[ACTION ITEM] Would you retype each of the records exactly as shown?
** THE DATA follows **
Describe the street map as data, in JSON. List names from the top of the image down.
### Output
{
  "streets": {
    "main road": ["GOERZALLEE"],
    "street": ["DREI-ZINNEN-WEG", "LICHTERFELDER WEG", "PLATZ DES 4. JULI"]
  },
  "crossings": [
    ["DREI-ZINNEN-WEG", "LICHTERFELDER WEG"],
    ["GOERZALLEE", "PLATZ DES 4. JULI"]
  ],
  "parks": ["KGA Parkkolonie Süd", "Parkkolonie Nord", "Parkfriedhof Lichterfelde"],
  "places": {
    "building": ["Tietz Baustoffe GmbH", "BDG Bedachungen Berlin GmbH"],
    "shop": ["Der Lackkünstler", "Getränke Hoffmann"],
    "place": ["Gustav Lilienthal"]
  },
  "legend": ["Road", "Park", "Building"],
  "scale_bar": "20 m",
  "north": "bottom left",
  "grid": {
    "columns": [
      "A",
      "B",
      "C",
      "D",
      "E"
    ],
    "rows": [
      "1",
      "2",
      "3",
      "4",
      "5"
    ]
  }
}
** End of THE DATA **
[RESPONSE AREA]
Describe the street map as data, in JSON. List names from the top of the image down.
### Output
{
  "streets": {
    "main road": ["GOERZALLEE"],
    "street": ["DREI-ZINNEN-WEG", "LICHTERFELDER WEG", "PLATZ DES 4. JULI"]
  },
  "crossings": [
    ["DREI-ZINNEN-WEG", "LICHTERFELDER WEG"],
    ["GOERZALLEE", "PLATZ DES 4. JULI"]
  ],
  "parks": ["KGA Parkkolonie Süd", "Parkkolonie Nord", "Parkfriedhof Lichterfelde"],
  "places": {
    "building": ["Tietz Baustoffe GmbH", "BDG Bedachungen Berlin GmbH"],
    "shop": ["Der Lackkünstler", "Getränke Hoffmann"],
    "place": ["Gustav Lilienthal"]
  },
  "legend": ["Road", "Park", "Building"],
  "scale_bar": "20 m",
  "north": "bottom left",
  "grid": {
    "columns": [
      "A",
      "B",
      "C",
      "D",
      "E"
    ],
    "rows": [
      "1",
      "2",
      "3",
      "4",
      "5"
    ]
  }
}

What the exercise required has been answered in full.